▸ ACTION ITEM: Look through the records below and collect all lines that hold the string "graph".

[Records drawn from a dataset]
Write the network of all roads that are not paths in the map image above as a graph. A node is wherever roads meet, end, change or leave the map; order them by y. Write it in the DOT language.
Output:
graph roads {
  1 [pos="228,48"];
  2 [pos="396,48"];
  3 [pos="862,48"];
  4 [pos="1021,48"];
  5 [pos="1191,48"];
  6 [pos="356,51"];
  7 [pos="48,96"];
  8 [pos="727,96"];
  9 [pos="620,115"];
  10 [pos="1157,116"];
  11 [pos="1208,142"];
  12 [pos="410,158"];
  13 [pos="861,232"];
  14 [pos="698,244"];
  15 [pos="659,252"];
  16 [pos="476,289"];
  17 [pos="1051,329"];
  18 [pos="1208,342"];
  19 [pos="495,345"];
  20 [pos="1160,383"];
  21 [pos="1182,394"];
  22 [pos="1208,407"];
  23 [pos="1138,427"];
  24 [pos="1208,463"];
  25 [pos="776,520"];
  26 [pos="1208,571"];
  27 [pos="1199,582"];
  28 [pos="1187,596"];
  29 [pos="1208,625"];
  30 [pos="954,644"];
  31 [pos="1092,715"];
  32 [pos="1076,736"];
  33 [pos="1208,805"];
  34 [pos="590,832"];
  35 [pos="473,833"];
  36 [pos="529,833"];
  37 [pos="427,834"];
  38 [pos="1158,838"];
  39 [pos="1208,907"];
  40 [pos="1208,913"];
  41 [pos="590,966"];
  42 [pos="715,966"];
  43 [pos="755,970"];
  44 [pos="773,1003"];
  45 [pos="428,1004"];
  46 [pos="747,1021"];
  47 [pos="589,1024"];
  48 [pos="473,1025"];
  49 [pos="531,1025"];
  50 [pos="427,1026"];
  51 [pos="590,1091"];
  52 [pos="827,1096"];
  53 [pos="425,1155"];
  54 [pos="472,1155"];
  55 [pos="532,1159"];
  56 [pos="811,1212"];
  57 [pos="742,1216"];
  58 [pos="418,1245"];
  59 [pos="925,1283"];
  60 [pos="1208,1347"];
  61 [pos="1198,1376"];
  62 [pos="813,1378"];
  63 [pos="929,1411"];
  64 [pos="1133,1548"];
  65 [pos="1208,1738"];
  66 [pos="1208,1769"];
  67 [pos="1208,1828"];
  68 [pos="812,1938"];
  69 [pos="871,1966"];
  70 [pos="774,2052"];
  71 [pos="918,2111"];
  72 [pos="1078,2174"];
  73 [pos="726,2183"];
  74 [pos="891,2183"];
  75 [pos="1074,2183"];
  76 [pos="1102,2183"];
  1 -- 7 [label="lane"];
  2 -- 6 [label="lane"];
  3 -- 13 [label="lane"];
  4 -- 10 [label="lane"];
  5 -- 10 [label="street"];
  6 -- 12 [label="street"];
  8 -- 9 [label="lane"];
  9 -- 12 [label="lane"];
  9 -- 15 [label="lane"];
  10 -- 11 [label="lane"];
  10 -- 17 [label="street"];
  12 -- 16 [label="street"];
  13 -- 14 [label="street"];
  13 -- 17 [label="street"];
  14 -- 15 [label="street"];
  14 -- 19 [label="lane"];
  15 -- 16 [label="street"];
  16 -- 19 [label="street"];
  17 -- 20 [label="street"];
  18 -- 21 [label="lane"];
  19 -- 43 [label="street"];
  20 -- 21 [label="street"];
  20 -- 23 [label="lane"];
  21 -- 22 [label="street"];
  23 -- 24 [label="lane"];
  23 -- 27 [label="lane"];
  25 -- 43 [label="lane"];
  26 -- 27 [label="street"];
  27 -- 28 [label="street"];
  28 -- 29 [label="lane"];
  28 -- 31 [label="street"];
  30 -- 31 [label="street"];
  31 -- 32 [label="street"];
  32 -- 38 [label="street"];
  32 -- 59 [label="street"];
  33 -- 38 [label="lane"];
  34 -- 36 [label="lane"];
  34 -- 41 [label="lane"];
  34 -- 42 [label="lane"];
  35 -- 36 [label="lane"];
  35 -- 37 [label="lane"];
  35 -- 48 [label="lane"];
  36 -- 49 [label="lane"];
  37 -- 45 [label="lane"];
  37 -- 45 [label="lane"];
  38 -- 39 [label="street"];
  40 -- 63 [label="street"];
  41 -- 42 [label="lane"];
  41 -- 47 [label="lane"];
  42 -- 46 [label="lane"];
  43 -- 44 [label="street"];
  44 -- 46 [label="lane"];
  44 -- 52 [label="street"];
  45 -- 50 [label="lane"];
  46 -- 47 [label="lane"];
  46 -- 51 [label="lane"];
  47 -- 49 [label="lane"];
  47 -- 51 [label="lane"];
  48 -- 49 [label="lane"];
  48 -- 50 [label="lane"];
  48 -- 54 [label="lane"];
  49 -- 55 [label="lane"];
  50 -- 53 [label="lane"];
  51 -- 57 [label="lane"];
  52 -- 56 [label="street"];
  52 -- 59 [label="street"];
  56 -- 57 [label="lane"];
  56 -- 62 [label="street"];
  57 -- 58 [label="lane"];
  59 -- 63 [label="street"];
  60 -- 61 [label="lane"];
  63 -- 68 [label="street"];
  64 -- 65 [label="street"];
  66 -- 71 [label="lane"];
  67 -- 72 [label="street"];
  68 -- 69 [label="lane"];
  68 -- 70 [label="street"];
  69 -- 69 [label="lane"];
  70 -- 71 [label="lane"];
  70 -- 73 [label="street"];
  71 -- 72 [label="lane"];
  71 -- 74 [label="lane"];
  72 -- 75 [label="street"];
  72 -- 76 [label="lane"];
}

▸ REPLY TO THE TASK:
Write the network of all roads that are not paths in the map image above as a graph. A node is wherever roads meet, end, change or leave the map; order them by y. Write it in the DOT language.
graph roads {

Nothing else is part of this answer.